When I got in the car, all I really
wanted to do was drive. You know, music blaring, windows rolled
down, worry-free, road-trip kind of drive? But I knew that no matter
where I drove, or for how long, it wasn't really going to touch my
heart, or speak to me a Word I so desperately needed.
So instead, I stuck to my original plan and made a five-minute pilgrimage –
thank You, Holy Spirit for encouraging me to go where I needed to be,
instead of where I simply didn't need to think.
The Lord is sometimes called the Divine
Physician; it occurs to me in this case He truly was.
“Those who are well have no need of a physician, but those who
are sick. Go and learn what this means, ‘I desire mercy, and not
sacrifice.’ For I came not to call the righteous, but sinners.”
(Matt 9:12-13).
I sat there in the
chapel, asking the Lord, “Why? Why do I run
into this same wall again and again? How do I move forward?”
I do think the Lord
spoke to my heart, and while I can't share the exact words, they
contained three elements: freedom, grace, and hope.
Freedom, because I
am not my past. I am neither people from my past, nor mistakes from
my past. The Lord paid a great price to set me free, and I need to
open my eyes wider and hold on more tightly to His amazing gift and
promise: “Behold, I make all things new” (Rev 21:5).
Grace, because that
is what the Lord is extending to me. This gift of new life, of life
in Him, completely unmerited by me. Abundant grace – not just for
myself, but for those I love (and for those I don't love as well as I
should).
And hope, because I
can look forward to a future that may be better than today.
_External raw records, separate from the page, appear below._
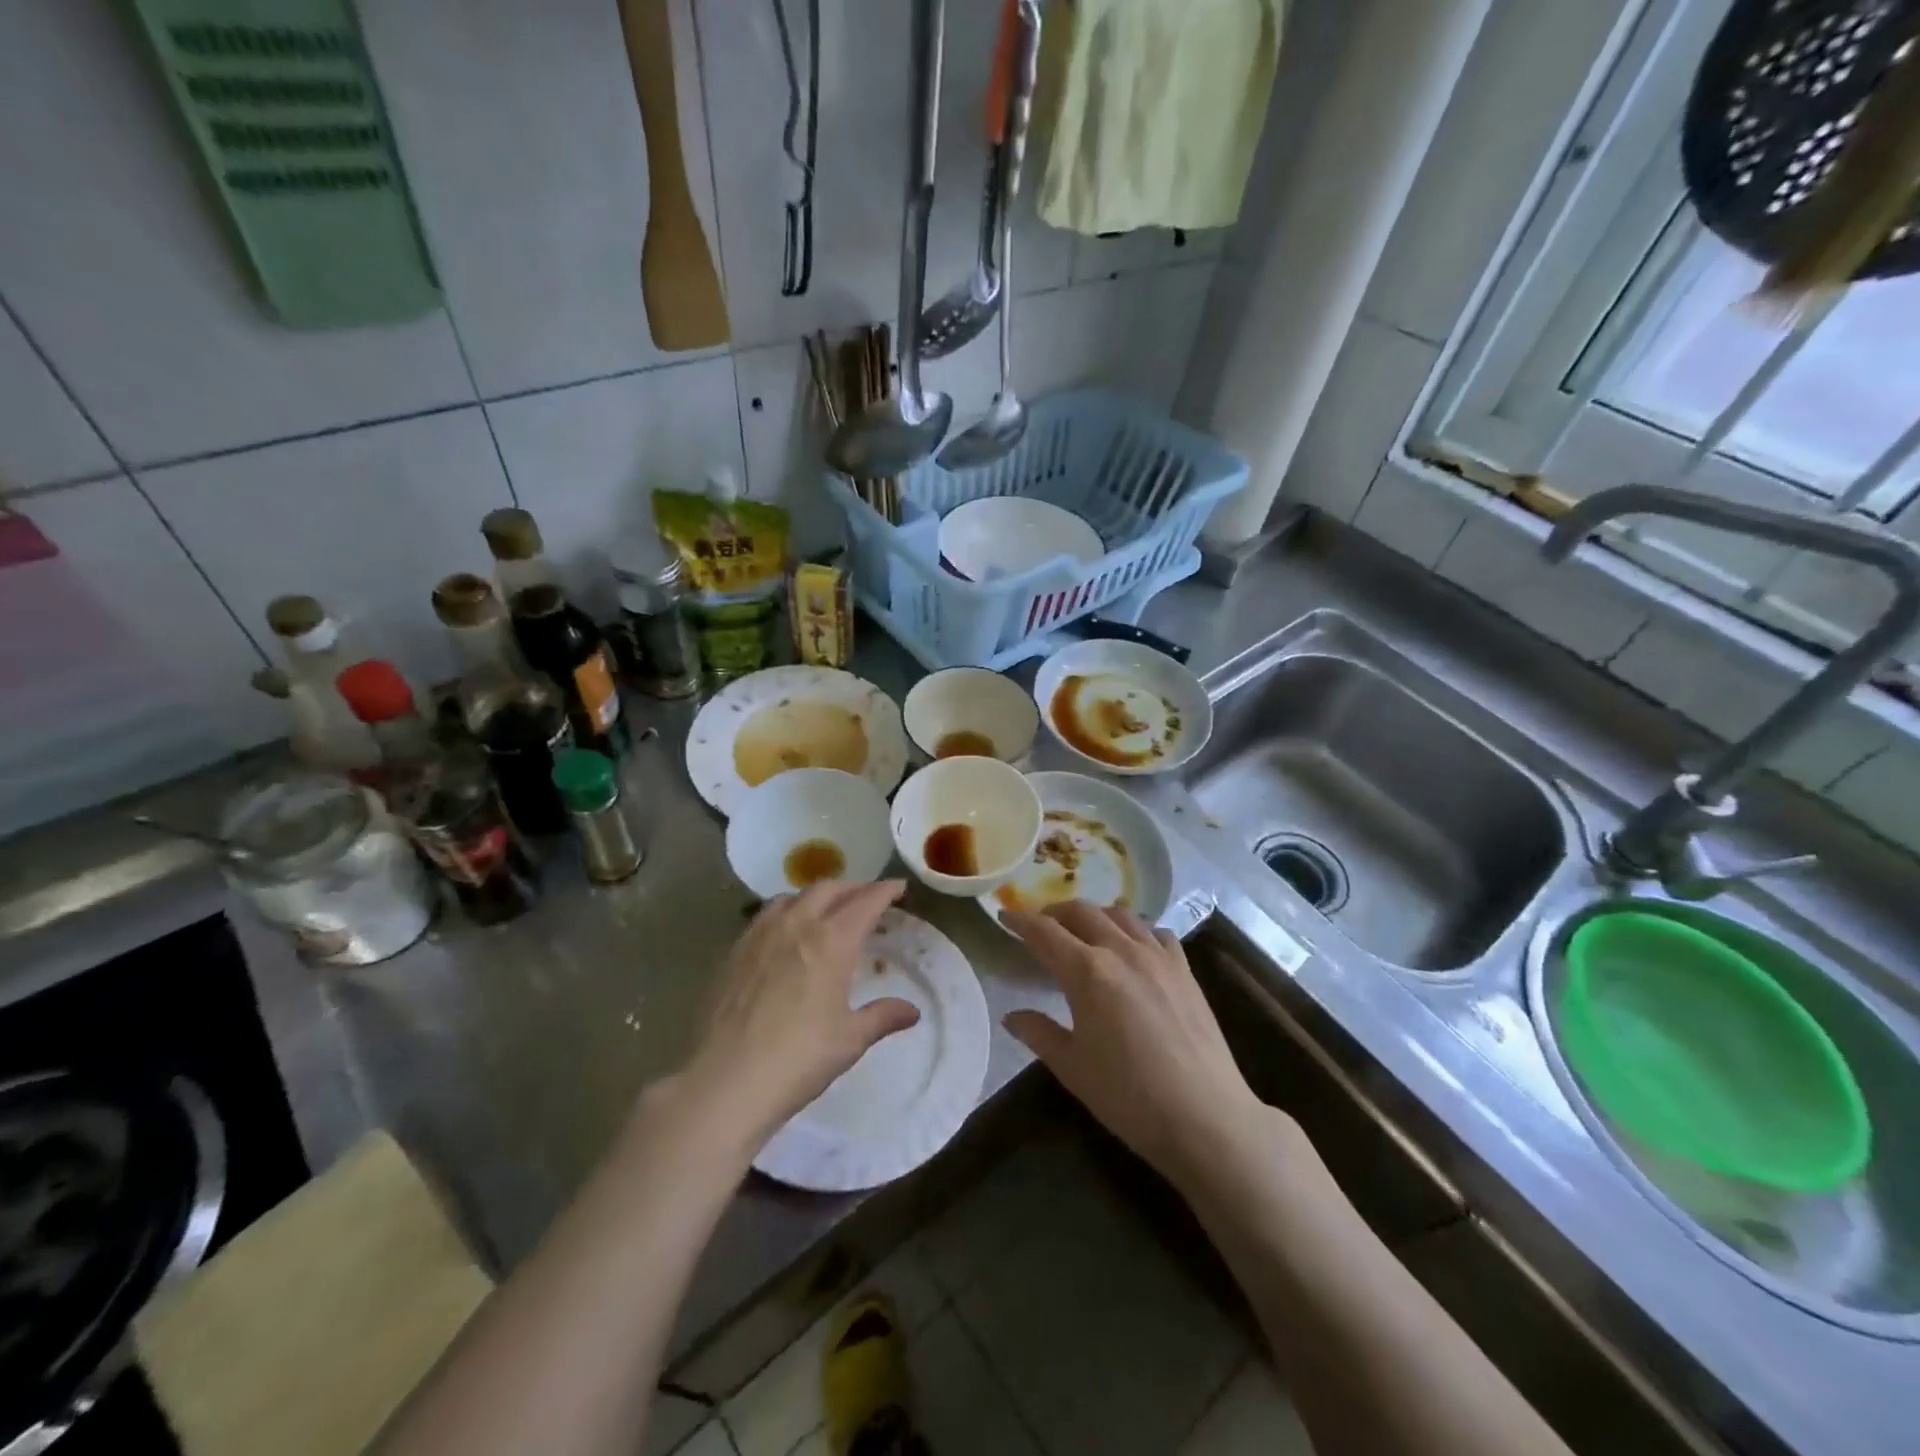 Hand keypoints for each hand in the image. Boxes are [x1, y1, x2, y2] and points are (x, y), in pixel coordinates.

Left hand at [676, 881, 919, 1153]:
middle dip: (853, 888)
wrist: (726, 1081)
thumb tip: (912, 1011)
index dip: (885, 890)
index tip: (899, 887)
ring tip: (827, 910)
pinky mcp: (736, 950)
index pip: (865, 901)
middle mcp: (797, 925)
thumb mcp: (850, 1040)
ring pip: (794, 896)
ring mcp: (761, 934)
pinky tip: (786, 932)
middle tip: (868, 898)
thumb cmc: (798, 1058)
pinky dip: (787, 910)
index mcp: (832, 941)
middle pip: (828, 889)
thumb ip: (882, 1017)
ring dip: (818, 895)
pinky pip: (766, 914)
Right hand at [1003, 903, 1266, 1186]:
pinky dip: (1137, 930)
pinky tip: (1134, 947)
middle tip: (1041, 925)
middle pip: (1082, 912)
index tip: (1005, 917)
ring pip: (1120, 915)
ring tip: (1084, 930)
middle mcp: (1121, 950)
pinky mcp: (1185, 969)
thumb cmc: (1128, 1097)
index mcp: (1087, 971)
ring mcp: (1158, 956)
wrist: (1205, 1117)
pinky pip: (1156, 933)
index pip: (1044, 932)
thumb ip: (1038, 1033)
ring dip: (1095, 915)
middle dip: (1055, 912)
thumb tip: (1012, 1016)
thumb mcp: (1072, 1067)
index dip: (1020, 921)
Hope
because when -- not if -- I fall again, His hand will still be
extended, ready to bring me back into His Presence. In giving me
this gift, I know God wants me to share it. And I want to share His
generosity with my husband, my children, and any others who may cross
my path.
So I went home that
night, apologized to the child with whom I'd been clashing wills, and
shared some warm cookies, milk, smiles, and a big helping of grace.
A short time later,
I found myself struggling again, this time with issues much larger
than my own household. A series of discussions had left my heart
filled with fear and uncertainty regarding a large-scale issue that
made me wonder how my children and grandchildren would be able to
live out lives of faith in a world that sometimes seems so determined
to insist God has no place here. I turned to a favorite blog and
found these reassuring words, based on a discussion of the encyclical
Casti Connubii:
“God, it turns out, didn't order
the world so that if you aren't the President you are helpless. He
didn't order reality so that if you don't have earthly power, you are
pretty much sunk.
“He did the opposite. He
confounded the wise, you know? (I Corinthians 1:27) He made the
littlest things of the utmost importance.
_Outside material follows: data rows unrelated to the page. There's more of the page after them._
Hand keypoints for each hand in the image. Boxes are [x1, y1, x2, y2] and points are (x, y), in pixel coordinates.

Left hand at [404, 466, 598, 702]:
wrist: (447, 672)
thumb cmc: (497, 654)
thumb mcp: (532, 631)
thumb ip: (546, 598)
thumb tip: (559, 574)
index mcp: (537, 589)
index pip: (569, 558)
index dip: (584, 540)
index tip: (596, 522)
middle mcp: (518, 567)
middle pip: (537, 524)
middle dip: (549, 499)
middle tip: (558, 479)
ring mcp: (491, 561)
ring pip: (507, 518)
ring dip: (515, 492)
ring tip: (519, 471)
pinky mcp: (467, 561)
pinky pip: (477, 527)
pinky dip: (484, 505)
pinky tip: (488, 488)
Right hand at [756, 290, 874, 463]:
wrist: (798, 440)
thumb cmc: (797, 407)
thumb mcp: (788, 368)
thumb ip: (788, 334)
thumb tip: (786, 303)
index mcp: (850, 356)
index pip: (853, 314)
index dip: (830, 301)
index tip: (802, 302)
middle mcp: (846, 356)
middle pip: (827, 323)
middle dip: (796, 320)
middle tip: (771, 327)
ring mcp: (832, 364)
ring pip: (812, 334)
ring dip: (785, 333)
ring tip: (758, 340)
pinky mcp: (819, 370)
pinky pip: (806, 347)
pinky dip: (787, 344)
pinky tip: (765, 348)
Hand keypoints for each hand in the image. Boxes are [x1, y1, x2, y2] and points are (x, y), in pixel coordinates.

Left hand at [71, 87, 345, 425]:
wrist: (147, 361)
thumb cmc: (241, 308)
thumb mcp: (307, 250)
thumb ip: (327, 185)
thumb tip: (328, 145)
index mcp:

“...We try to keep the ranting
about how bad things are 'out there' to a minimum, on the theory that
what really matters is what we do 'in here' (in
our homes). My thought for you, even as I read this
encyclical and wonder just what dear old Pius XI would think of the
state of things today, prophetic as he was, is the same as my thought
for me: Let's take our sweet Lord at His word, and go do unto some
little ones.”
How those words
gave me hope! Again, just when I needed it – God is so good!
Once more, He
extended to me freedom: While we can't solve the world's problems (at
least, not most of us), there is something we can do. We can control
our response, our prayers, the love we pour out to our
family, and even the love we attempt to share with those who do not
wish us well. I don't have to look at national issues and be bogged
down by the bigness of it all. I can look at my own little life, and
love those in it, and know it does make a difference.
Grace: Yes, there
are issues “out there” about which I have very
little control. But, how great is my life?! Every morning I have a
fresh chance to go and “do unto some little ones.” Even when the questions weighing on us seem so big, or our children behave so stubbornly, there is something within our reach. It may be small, but it, too, can change the world. And if we can take a deep breath and keep our eyes on the
task at hand, on the person in front of us in need of love, He will
give me the strength for whatever needs to be done.
Hope: The thing about worst-case
scenerios is that they don't leave room for God. He always provides the strength we
need; as we look forward, we need to remember that will not change (1Cor. 10:13). After all, "Jesus is the same yesterday, today, and
forever" (Heb. 13:8). He has never given me cause to do anything
but trust, and His faithfulness will endure (Ps. 100:5)
I just found this
quote from Pope Benedict XVI, on that same blog I mentioned: “One
who has hope lives differently.” Let His freedom, grace, and hope
be part of that difference. I pray He will speak these into your
heart as well today!
I have really enjoyed all of your blog entries, Heather. Thank you for sharing beautifully inspired words that fill those of us who read them with inspiration. May we always be inspired to go to Jesus for our reasons to rejoice and to receive consolations. Keep on blogging!